D 13 septembre 2013     H 05:18     A     C 0 messages


« Travail, liberté, dignité ! » En décembre 2010, commence le soulèvement du peuple tunisien.
Un mois plus tard, une foule immense scande « Dégage ! » devant le ministère de l’Intérieur. Ben Ali
s’enfuit le 14 janvier 2011. C’est le début d’un processus révolutionnaire qui se poursuit aujourd’hui.
Le mouvement social entamé dès 2008 dans le bassin minier de Gafsa trouve un écho dans
les manifestations spontanées des classes populaires à l’intérieur du pays (Sidi-Bouzid,
Kasserine...). Le soulèvement a été relayé et entretenu dans toute la Tunisie par de nombreuses
organisations, réseaux de juristes et défenseurs des droits. Les grèves générales ont porté un coup
fatal à la dictature. La centrale syndicale UGTT a joué un rôle déterminant, et une vague de
syndicalisation a traversé toute la Tunisie post-Ben Ali.

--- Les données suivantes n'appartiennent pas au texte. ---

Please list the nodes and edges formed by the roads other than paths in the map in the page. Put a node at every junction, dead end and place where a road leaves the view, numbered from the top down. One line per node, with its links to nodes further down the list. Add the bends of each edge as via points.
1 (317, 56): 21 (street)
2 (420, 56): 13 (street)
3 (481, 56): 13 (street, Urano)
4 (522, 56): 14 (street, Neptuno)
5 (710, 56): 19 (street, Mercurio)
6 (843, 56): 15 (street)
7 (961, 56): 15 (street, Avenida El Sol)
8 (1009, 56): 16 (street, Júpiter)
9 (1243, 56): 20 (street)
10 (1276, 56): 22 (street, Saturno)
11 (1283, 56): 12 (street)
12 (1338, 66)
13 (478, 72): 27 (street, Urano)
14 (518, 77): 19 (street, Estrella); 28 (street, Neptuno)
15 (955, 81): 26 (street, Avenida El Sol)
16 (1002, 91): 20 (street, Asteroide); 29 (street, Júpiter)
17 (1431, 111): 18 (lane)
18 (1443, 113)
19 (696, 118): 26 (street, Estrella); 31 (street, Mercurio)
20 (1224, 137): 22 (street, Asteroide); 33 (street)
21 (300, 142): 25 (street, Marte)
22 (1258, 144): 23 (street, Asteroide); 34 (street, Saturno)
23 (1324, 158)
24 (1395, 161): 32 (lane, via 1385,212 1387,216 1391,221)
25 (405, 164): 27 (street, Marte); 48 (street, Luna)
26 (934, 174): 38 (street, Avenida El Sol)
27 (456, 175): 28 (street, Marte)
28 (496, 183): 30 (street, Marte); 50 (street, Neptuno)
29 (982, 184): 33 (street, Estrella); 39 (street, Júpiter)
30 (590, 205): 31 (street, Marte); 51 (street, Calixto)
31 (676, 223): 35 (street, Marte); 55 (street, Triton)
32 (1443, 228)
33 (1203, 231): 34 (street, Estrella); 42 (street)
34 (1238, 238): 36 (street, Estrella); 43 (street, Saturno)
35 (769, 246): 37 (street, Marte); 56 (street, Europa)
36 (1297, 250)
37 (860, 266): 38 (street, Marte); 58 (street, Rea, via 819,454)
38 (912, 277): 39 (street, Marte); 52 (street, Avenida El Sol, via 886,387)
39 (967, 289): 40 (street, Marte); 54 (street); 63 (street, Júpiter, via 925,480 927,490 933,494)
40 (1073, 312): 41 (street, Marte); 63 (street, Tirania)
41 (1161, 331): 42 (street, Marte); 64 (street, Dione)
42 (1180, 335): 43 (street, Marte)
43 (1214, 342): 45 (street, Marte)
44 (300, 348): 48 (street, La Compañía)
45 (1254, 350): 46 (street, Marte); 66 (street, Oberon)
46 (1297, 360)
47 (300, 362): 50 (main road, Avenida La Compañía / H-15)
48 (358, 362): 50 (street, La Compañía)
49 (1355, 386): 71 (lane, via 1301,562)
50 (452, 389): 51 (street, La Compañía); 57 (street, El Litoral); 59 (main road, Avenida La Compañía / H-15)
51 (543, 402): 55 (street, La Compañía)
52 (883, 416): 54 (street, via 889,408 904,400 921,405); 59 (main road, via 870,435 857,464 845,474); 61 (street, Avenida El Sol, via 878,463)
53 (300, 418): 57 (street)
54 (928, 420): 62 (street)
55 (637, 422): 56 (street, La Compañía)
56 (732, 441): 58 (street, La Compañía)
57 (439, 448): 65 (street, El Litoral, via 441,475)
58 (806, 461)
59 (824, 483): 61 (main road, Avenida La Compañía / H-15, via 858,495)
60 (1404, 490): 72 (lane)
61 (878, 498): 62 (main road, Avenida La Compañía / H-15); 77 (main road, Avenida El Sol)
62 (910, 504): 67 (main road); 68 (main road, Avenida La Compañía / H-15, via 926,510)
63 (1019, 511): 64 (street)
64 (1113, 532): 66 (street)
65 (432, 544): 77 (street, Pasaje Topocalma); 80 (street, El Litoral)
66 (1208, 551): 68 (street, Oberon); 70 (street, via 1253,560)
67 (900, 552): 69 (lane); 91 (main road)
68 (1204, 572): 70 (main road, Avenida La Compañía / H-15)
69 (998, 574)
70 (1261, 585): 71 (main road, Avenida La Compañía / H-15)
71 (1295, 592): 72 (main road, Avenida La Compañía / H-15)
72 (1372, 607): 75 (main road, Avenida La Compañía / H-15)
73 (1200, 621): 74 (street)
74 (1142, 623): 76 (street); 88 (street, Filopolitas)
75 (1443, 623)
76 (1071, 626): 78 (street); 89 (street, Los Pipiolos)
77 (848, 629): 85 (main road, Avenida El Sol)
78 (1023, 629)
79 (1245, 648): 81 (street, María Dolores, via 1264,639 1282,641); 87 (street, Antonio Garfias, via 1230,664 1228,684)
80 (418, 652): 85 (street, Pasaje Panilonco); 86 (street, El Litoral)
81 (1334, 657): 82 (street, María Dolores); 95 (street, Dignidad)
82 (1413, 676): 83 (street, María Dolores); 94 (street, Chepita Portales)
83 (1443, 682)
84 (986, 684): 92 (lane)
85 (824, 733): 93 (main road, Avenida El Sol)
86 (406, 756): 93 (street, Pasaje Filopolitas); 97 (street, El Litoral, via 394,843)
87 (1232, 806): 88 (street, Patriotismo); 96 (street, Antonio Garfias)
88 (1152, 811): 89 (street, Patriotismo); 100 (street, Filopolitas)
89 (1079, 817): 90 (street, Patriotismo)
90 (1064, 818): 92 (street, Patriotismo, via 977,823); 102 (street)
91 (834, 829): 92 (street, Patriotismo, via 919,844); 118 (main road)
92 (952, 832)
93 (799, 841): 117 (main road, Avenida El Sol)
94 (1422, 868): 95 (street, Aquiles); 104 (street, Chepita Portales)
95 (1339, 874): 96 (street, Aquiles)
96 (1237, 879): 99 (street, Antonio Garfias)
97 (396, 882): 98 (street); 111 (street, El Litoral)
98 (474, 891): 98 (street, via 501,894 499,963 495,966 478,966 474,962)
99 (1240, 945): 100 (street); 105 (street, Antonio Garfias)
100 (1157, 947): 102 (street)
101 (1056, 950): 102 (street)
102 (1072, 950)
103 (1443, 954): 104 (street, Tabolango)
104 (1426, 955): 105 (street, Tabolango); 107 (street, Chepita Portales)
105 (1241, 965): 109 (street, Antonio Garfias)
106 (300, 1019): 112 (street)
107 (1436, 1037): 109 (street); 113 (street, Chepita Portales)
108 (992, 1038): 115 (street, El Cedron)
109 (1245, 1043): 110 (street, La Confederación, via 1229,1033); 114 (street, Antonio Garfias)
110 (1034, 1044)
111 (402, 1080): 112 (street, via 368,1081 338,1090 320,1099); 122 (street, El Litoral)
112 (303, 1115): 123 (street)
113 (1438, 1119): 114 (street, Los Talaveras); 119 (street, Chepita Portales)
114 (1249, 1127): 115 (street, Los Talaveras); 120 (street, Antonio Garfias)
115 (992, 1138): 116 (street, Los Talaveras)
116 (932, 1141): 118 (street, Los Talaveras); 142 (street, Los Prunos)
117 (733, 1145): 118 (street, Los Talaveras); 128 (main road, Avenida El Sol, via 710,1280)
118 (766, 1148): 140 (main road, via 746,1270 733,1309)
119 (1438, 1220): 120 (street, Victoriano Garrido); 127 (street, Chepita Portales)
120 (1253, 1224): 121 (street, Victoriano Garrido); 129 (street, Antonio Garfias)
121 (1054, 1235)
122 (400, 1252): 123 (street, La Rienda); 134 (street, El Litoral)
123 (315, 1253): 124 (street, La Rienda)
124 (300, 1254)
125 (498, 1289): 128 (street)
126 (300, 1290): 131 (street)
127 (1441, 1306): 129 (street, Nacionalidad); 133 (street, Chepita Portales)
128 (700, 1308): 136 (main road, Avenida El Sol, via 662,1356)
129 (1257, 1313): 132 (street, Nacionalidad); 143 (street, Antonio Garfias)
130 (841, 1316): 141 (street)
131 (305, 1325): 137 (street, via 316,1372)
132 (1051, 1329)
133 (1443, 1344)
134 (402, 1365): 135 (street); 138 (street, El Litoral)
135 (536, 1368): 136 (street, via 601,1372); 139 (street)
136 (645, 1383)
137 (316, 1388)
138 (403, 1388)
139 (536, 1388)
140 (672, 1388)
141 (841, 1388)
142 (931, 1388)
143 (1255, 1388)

Quelques semaines après la chute de Ben Ali, un syndicat UGTT est créé dans l’usine Latelec
(filiale du groupe français Latécoère, producteur d’équipements aéronautiques pour Airbus,
Dassault, etc.) situé à Fouchana, en banlieue de Tunis. Porté par des ouvrières, il est l’illustration
de cet élan révolutionnaire. Très vite, la direction lui déclare la guerre. Harcèlement, menaces,
tentatives de corruption : fortes de multiples mobilisations, les travailleuses ne cèdent pas.
Les conquêtes sociales sont à la taille de leur combat : encadrement des heures
supplémentaires, respect des normes d’hygiène et de sécurité, augmentation des salaires...

Bientôt, la direction réprime les syndiquées :
mises à pied, violences – puis licenciements abusifs de 10 travailleuses, dont les déléguées syndicales, déclarés illégaux par l’inspection du travail. Depuis des mois, Sonia
Jebali, Monia Dridi et Rim Sboui se battent pour leur réintégration, avec le soutien de plusieurs
organisations et syndicats français. Pour briser définitivement la lutte des ouvrières tunisiennes,
Latelec a rapatrié en France une partie de sa production : en quelques mois, le site de
Fouchana est passé de 450 salariés à 160, mettant de fait au chômage des centaines de
salariées.

La lutte des Latelec illustre l’importance cruciale de la solidarité internationale.
Contrer l’isolement subi par les syndicalistes licenciées passe aussi par la mobilisation des
militant-es français-ses et l’exposition publique des agissements de la maison-mère Latécoère. Le
droit du travail et les libertés syndicales doivent être respectés des deux côtés de la Méditerranée !
C’est que la solidarité nord-sud et la coordination internationale des luttes ne sont plus
seulement une question de principe. Elles deviennent nécessaires face aux multinationales, gérantes
de main-d’oeuvre à l’échelle de la planète. Profitant de la libre circulation du capital – et non de celle
des personnes –, elles mettent les travailleurs en situation de concurrence partout dans le monde. Au
nord, les acquis sociaux reculent – au sud, la condition sociale des travailleurs est une insulte à leur
dignité. Voilà le véritable visage de la « compétitivité », martelée par tous les gouvernements qui
demandent toujours plus d’efforts aux salariés et s’attaquent aux emplois ainsi qu’aux droits des
travailleurs/ses.

C’est dans ce cadre néo-libéral que la Tunisie révolutionnaire voit exploser depuis deux ans
les conflits sociaux. La lutte des Latelec, sanctionnée par un retrait de l’investisseur français, illustre
le dilemme auquel font face les travailleurs dans tous les pays : « Quand on travaille en baissant la
tête, tout va bien, explique Houda, une syndicaliste. Si on la relève, ils dégagent ».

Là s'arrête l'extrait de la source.